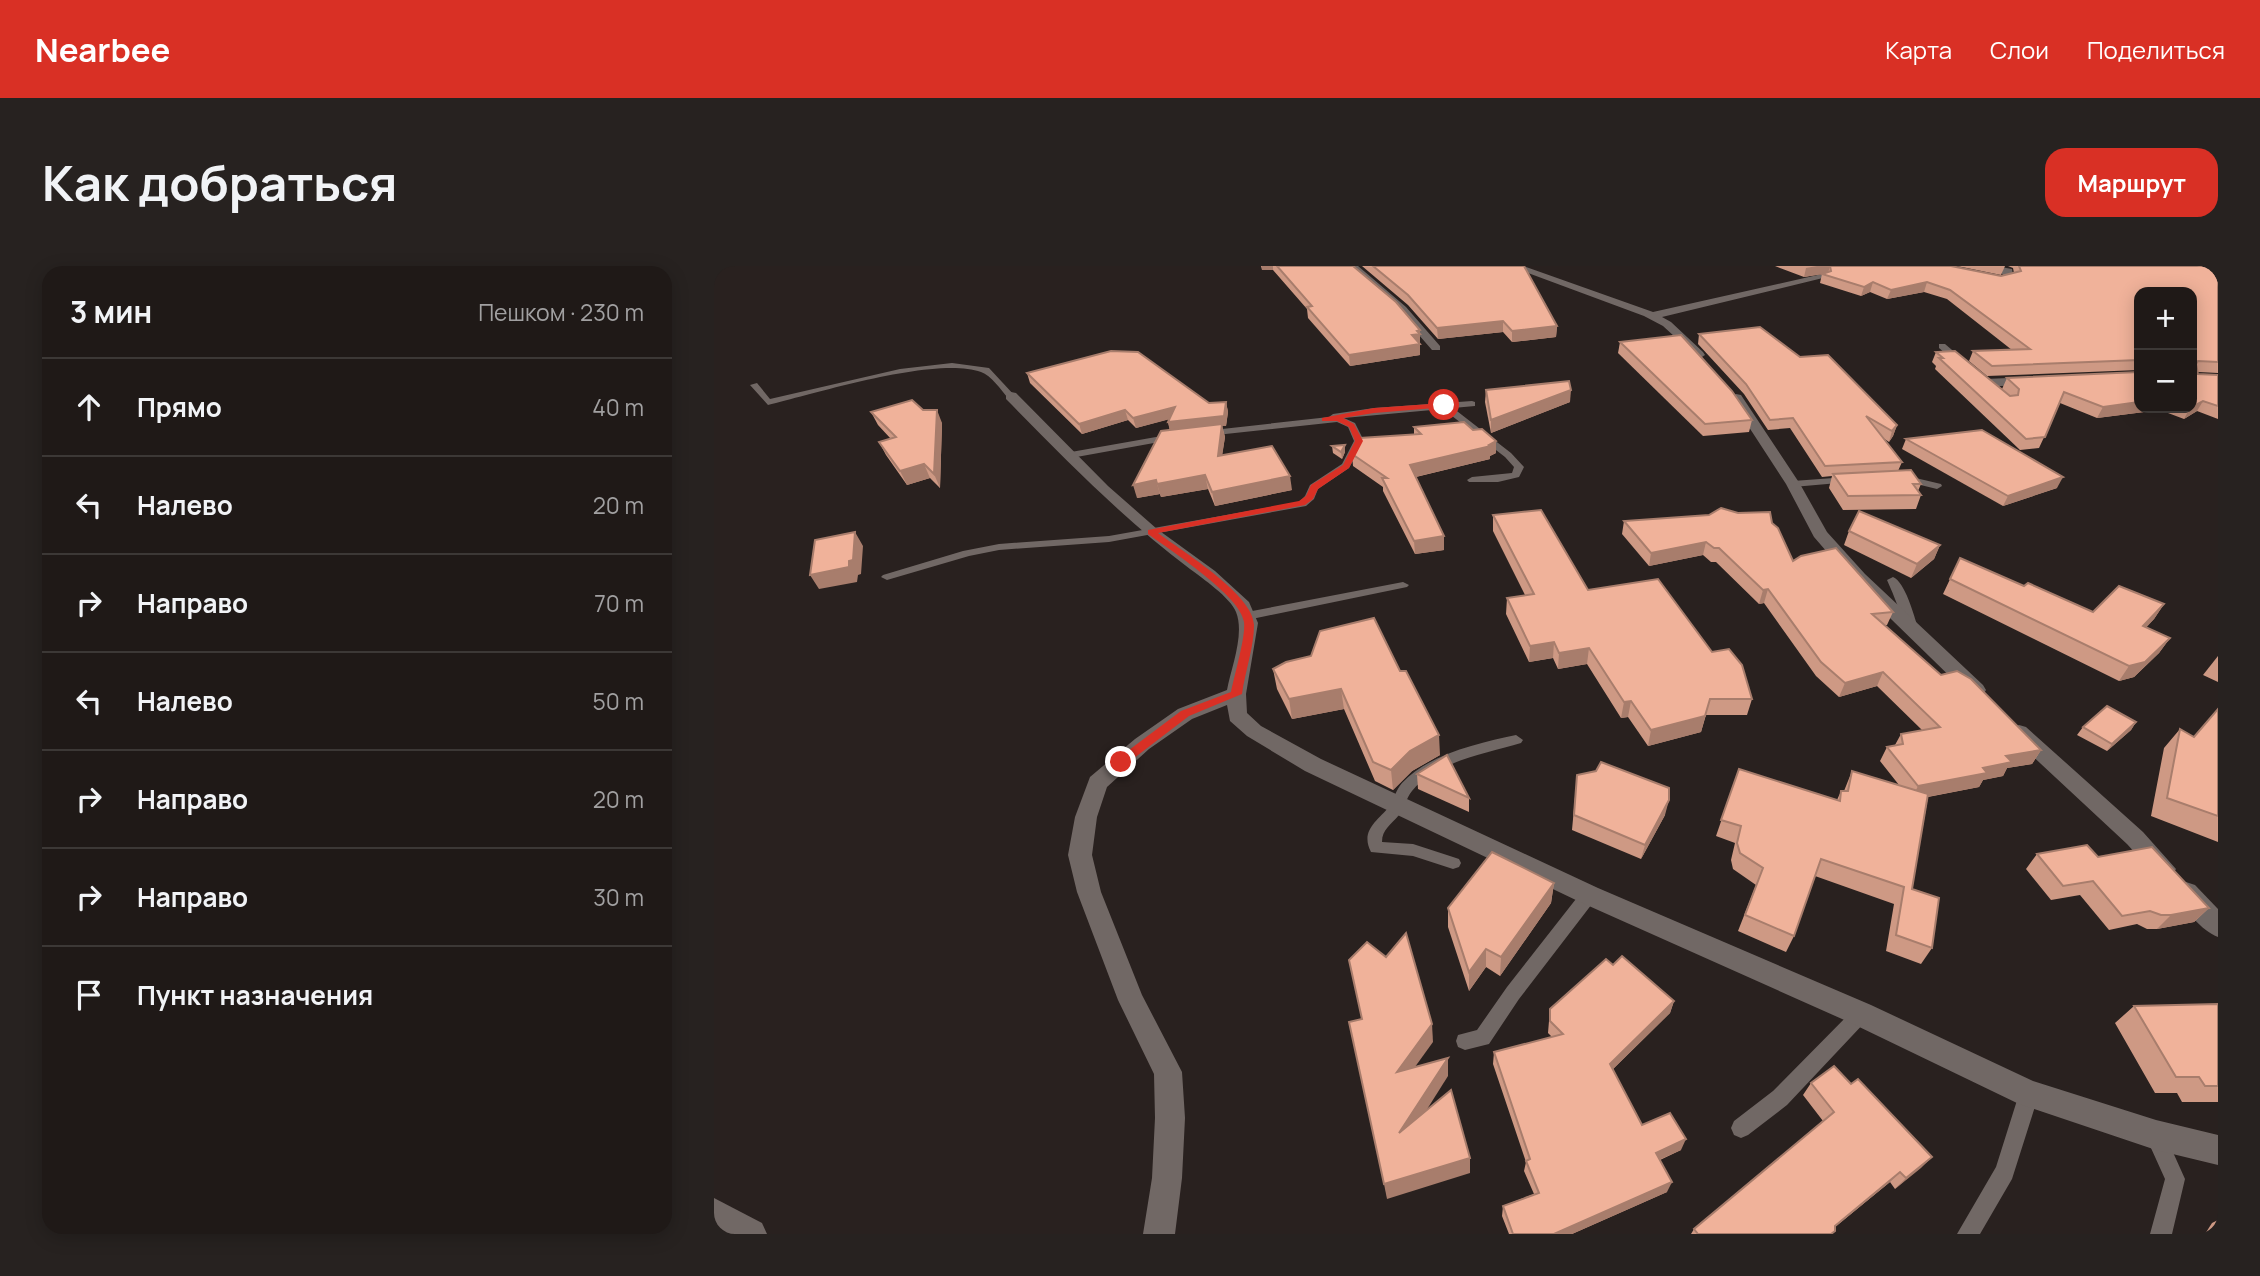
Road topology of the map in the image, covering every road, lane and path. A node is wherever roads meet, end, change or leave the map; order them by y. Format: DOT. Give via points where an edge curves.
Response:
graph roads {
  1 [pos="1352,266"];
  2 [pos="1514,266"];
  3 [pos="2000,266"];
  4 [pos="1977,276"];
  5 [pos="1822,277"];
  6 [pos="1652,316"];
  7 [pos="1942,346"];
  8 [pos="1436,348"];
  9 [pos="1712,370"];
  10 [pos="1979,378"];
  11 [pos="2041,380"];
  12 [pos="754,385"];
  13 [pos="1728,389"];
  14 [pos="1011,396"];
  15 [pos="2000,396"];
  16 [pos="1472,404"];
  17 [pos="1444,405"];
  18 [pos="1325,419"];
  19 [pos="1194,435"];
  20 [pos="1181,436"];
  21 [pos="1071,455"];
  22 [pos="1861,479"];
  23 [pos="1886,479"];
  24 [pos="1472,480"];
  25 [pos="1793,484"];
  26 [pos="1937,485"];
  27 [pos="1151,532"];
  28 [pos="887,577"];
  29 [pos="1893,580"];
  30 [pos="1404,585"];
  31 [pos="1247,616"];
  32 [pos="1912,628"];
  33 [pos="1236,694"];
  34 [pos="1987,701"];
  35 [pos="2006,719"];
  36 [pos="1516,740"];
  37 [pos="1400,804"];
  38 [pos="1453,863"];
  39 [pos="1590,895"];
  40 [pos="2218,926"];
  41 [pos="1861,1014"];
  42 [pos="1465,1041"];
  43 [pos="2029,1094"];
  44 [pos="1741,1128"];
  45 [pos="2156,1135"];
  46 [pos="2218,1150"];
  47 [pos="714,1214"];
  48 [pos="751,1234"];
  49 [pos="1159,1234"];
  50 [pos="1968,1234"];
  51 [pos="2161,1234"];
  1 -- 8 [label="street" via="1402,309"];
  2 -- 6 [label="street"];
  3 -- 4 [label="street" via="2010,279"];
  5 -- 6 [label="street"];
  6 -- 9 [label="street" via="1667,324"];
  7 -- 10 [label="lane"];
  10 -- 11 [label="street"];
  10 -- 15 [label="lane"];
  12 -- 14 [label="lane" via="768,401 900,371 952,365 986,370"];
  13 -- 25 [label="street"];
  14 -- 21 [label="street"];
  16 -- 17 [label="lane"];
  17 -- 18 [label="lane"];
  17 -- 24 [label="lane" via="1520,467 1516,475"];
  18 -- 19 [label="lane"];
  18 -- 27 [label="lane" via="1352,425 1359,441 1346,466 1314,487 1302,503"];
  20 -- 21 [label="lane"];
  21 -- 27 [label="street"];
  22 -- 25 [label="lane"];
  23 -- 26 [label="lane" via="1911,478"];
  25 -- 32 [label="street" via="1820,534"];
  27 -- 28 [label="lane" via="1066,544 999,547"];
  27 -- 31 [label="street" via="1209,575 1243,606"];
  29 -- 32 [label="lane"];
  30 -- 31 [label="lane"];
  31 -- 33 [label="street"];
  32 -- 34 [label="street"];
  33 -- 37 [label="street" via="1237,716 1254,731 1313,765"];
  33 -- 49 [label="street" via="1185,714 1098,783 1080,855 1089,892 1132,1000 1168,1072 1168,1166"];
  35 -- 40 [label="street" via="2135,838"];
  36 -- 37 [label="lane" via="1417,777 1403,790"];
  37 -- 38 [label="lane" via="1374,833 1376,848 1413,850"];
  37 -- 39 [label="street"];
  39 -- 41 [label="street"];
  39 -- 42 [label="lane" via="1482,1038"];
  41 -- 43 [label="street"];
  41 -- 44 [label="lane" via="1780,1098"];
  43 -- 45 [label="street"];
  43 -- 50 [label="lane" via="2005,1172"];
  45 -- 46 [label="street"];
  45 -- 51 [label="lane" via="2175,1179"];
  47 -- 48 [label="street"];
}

* * *

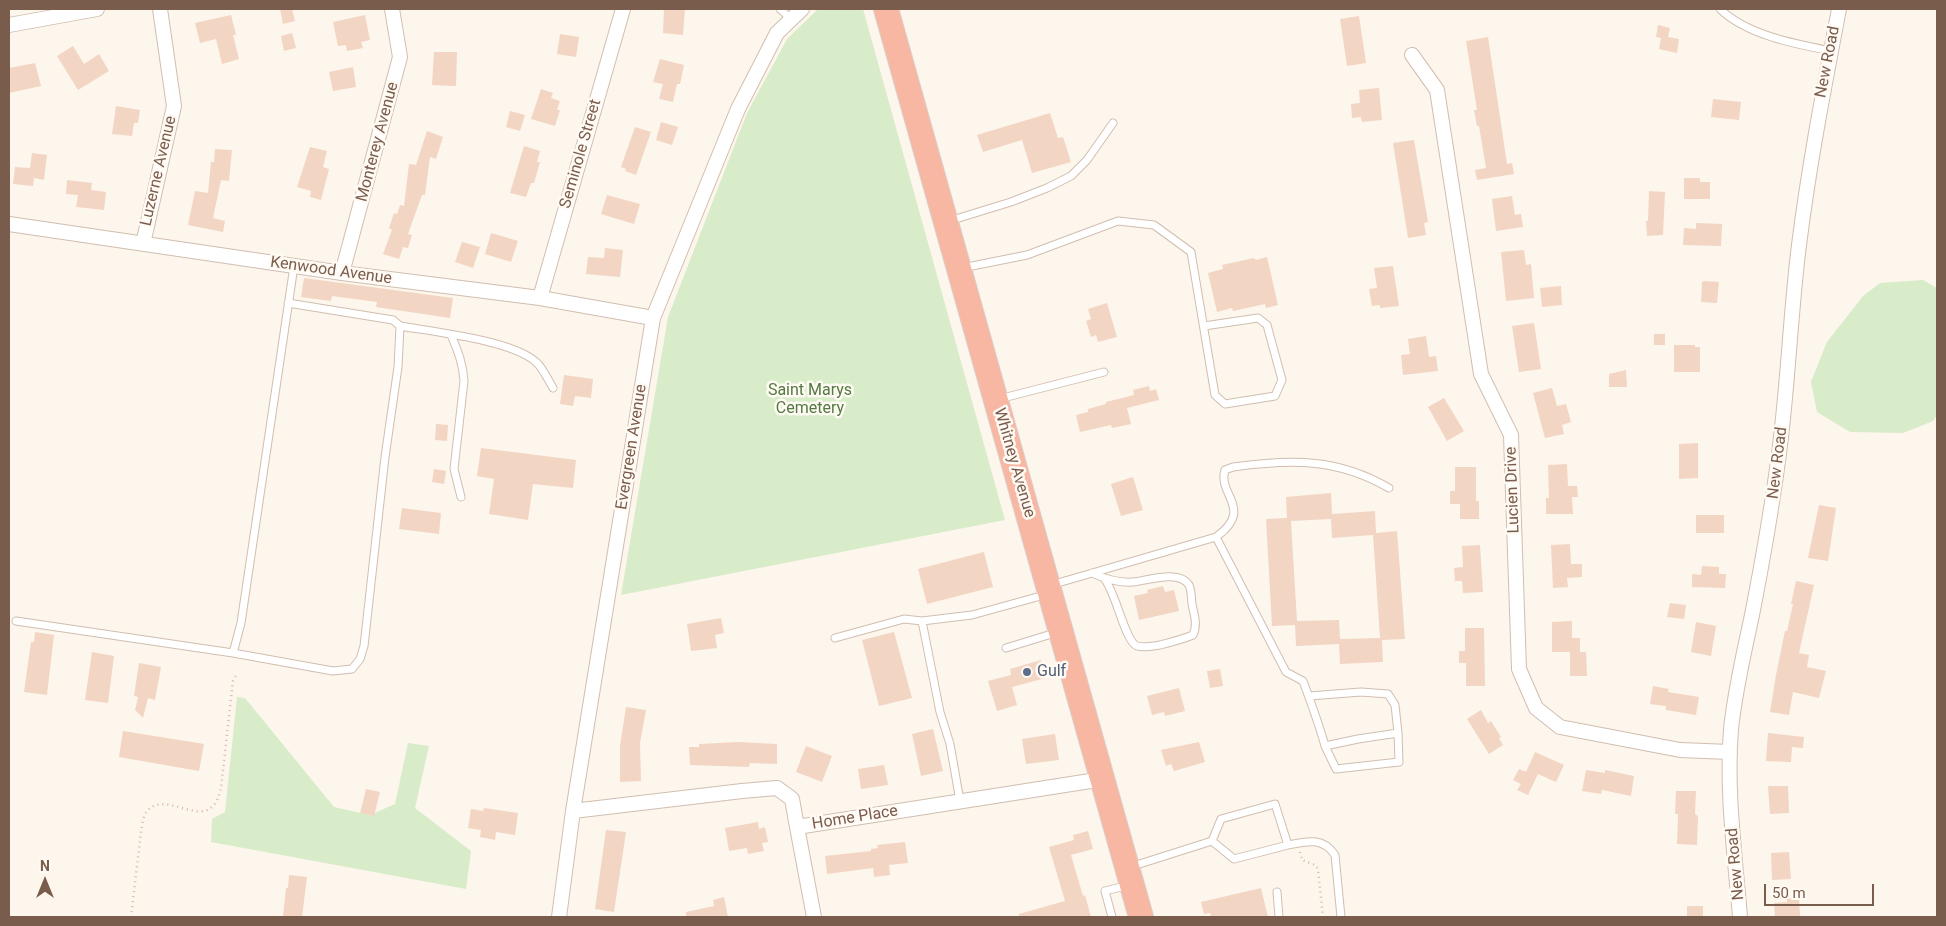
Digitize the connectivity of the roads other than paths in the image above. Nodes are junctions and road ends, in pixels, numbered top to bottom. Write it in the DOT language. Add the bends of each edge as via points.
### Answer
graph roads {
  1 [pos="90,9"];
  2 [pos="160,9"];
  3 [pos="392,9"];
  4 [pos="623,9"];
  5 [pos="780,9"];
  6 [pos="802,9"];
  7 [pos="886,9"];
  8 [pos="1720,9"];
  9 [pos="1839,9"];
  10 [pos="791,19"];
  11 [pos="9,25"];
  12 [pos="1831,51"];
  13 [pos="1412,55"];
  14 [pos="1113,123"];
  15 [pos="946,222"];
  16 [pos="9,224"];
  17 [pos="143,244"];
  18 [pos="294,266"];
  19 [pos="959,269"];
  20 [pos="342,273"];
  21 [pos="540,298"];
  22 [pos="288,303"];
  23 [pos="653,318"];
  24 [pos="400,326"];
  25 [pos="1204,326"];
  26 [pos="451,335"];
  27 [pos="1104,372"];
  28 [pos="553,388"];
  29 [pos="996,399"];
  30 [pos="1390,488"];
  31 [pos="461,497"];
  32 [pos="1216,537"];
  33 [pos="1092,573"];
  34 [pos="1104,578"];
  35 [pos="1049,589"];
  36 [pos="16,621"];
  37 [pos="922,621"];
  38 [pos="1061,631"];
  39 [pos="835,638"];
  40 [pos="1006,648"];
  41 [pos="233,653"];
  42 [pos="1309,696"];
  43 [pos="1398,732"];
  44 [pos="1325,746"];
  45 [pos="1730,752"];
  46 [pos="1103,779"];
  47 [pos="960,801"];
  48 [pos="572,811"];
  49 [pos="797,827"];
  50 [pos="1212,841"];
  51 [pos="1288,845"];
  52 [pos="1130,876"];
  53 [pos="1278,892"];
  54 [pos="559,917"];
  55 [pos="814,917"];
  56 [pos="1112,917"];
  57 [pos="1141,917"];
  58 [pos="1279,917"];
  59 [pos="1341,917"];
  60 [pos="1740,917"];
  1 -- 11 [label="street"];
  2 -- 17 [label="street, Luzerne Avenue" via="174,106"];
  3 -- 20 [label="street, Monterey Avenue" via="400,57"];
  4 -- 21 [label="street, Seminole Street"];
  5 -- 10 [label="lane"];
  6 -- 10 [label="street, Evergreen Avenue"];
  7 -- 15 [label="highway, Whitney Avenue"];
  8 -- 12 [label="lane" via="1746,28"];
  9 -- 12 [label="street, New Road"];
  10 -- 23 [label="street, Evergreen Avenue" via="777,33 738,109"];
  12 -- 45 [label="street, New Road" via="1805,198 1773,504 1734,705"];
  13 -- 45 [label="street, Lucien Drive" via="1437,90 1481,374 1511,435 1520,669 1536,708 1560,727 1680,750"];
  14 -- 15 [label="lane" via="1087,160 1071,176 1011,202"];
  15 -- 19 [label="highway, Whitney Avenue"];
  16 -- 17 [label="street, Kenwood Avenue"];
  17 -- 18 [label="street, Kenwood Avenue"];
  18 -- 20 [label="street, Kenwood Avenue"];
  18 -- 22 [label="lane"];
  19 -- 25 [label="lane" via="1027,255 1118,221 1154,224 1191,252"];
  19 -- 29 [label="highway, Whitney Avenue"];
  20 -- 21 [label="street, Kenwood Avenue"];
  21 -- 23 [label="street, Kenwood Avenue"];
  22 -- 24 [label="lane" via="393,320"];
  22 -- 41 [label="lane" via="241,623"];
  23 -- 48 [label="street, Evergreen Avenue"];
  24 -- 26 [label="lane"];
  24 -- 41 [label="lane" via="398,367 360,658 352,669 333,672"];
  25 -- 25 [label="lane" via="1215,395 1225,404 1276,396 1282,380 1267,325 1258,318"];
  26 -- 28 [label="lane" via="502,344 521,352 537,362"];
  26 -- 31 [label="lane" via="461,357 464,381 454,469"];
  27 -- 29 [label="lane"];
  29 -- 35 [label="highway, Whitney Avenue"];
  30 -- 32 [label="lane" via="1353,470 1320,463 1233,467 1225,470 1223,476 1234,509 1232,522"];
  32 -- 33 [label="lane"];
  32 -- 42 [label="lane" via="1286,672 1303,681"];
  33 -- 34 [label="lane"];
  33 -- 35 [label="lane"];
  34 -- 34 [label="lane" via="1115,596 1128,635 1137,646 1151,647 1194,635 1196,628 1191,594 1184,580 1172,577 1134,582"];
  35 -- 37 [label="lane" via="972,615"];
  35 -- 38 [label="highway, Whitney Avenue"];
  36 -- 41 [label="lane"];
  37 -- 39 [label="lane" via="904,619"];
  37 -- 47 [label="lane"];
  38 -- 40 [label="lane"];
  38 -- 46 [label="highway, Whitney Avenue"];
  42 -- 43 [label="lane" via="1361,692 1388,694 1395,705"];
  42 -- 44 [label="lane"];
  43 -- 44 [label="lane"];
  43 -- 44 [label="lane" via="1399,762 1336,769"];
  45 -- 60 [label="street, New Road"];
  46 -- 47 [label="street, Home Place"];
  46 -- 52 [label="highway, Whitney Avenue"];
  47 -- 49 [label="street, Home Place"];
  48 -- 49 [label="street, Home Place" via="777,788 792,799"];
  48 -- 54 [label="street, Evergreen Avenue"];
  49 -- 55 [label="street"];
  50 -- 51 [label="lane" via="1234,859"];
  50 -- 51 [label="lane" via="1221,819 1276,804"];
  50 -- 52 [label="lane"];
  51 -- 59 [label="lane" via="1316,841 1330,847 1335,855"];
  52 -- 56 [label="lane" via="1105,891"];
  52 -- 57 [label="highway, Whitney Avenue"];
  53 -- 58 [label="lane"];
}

* * *

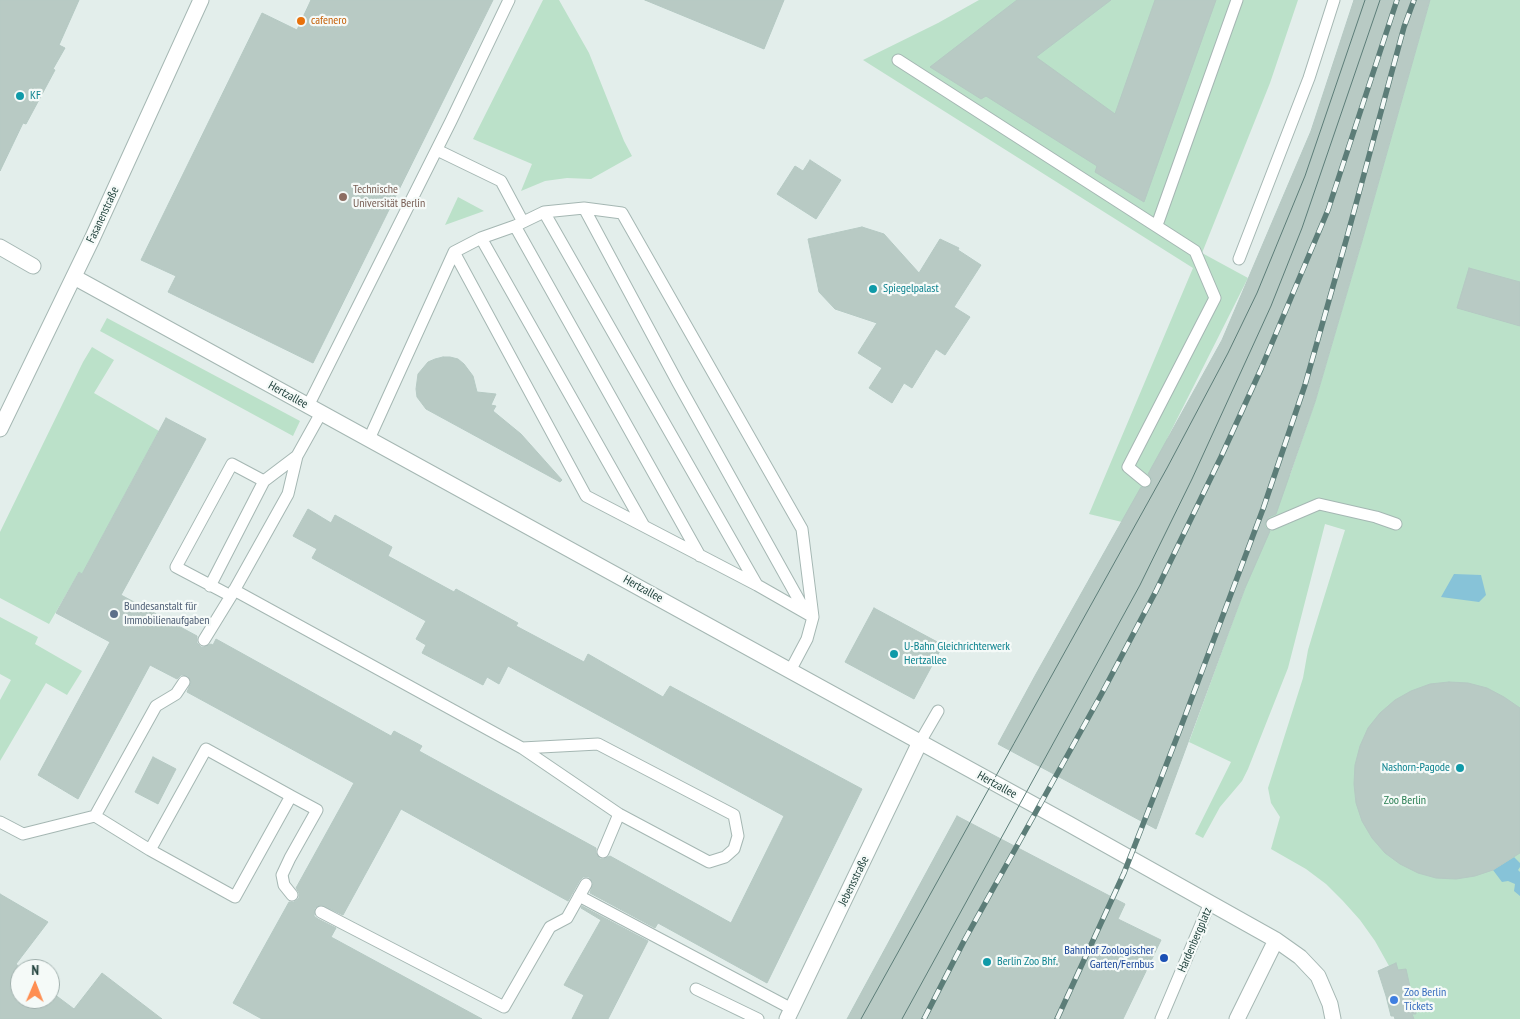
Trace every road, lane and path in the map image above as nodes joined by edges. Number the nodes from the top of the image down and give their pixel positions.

* * *

Work required
Provide the number of lines in the listing where the string "image" is found, and nothing besides.

Response to this task
3